Column: Obama has no legal basis for Syria attacks

Obama does not have authorization, backing for strikes

“The President does not have power under the Constitution to unilaterally authorize a military attack in a situation that does not involve stopping an actual or imminent threat to the nation,” said Senator Barack Obama in 2007.

“Last night, on my orders, America’s armed forces began strikes against ISIL targets in Syria,” President Barack Obama said Wednesday evening. 

It is difficult to illustrate more starkly the contrast between the foreign policy that Americans voted for in Obama the Senator and the decisions that have been made by Obama. 

Though the 2007 quote was about Iran, and the quote from earlier this week is about ISIS, the idea is the same — the president is not supposed to be able to engage the U. S. in a conflict without the authorization of Congress unless we are in imminent danger.

This was the idea that hundreds of millions of Americans supported in the ballot boxes on Election Day. We wanted a president who would honor his commitment to end the wars in the Middle East and stop needlessly endangering our country’s brave men and women in uniform. 

College age students voted in record numbers for a president who would not only stop spending trillions of our tax dollars on continuous Middle Eastern wars (that have been raging since before most of us could remember), but more importantly bring home our parents, siblings and friends who had been gone for so long.

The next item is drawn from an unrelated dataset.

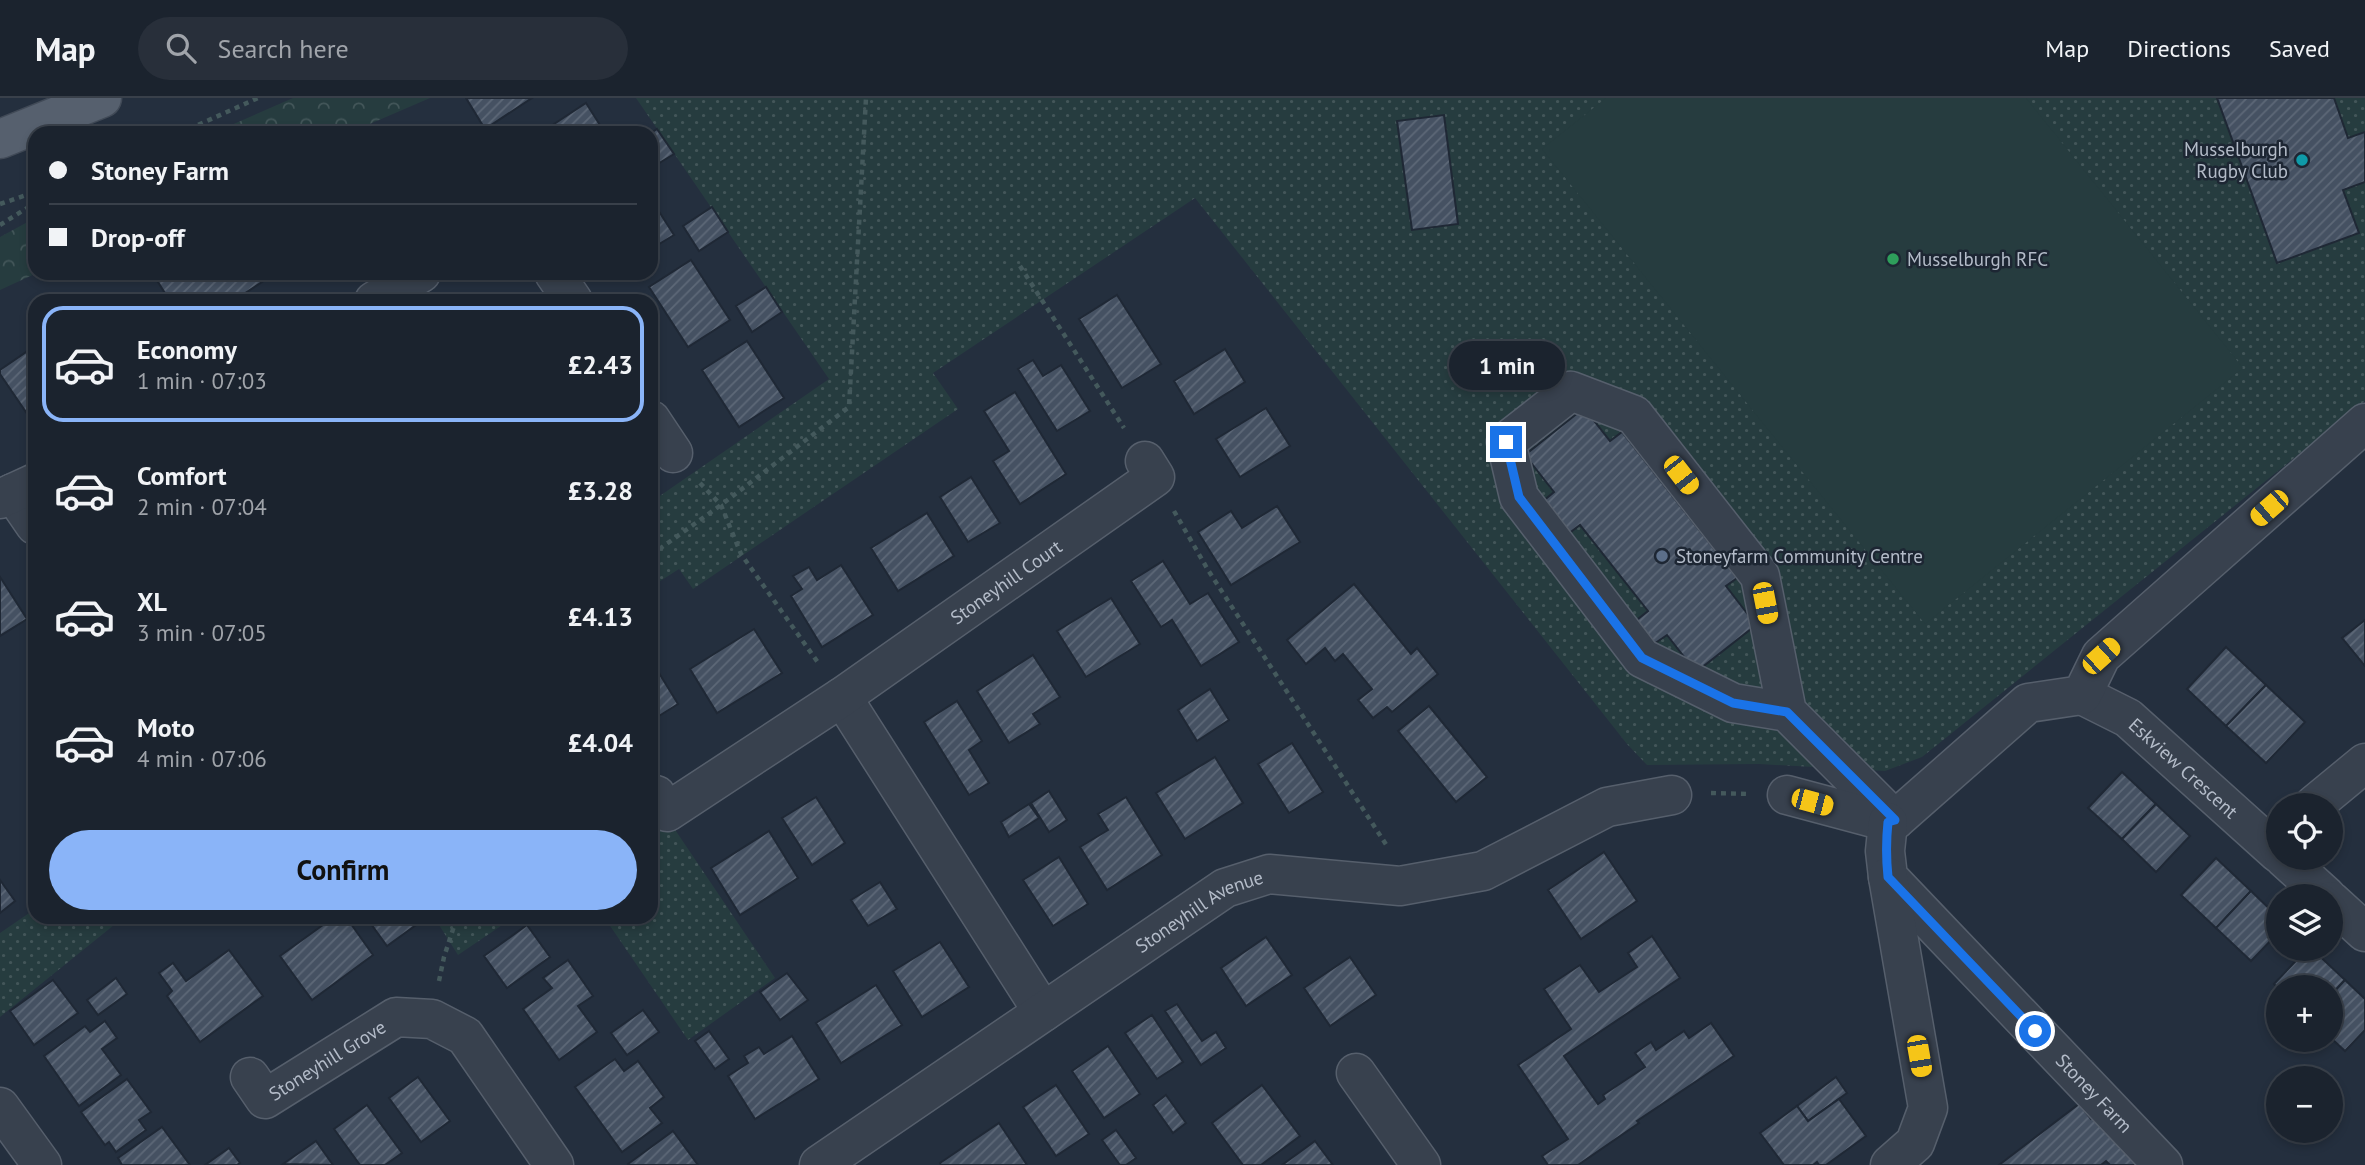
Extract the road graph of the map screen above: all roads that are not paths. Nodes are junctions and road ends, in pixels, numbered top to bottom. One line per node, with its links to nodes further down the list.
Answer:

The president we got instead has not only failed to end the conflicts he inherited but has in fact added several of his own. Iraq. Afghanistan. Pakistan. Yemen. Somalia. Libya. All countries in which Obama has ordered U.S. military operations. In September 2013 he sought Congressional approval to add Syria to the list, but because of overwhelming popular opposition, was rebuked.  

A year later, Obama has now decided that he never actually needed that authorization; American strikes throughout Syria began earlier this week.

Obama has attempted to justify this operation by invoking the Authorization for the Use of Military Force Against Terrorists (AUMF), passed three days after the Sept. 11 attacks. That legislation authorized the president to go after al-Qaida in response to the thousands of lives lost during those horrendous attacks. 

However, after more than a decade of persecution (and the assassination of Osama bin Laden), al-Qaida is now but a shadow of its former self.

With the decline of al-Qaeda in mind, one would think that the AUMF would no longer be necessary. And by “one would think”, I really mean “President Obama thought”; as recently as 2013, Obama had asked Congress to repeal the AUMF. Luckily for the Obama that now wants to attack Syria, Congress never listens to him and failed to do so.

Or, perhaps, not so luckily. The AUMF mentions al-Qaida by name, authorizing force against that organization and its associates (which operate in different countries under different names). Billing ISIS as an al-Qaida associate is a bit of a hard sell, seeing as each has disavowed any connection, and is in fact at war with, the other.

Senator Obama knew the dangers of allowing the president to deploy the American military at a whim, of having no checks and balances against the military authority of our Commander in Chief. 

President Obama treats Middle Eastern countries like Pokemon cards to be collected and put into his binder (it’s the one with the picture of a Predator drone taped over a faded “Hope” sticker on the front). Millennials are completely justified in their disillusionment with our President — after all, they voted for the other guy.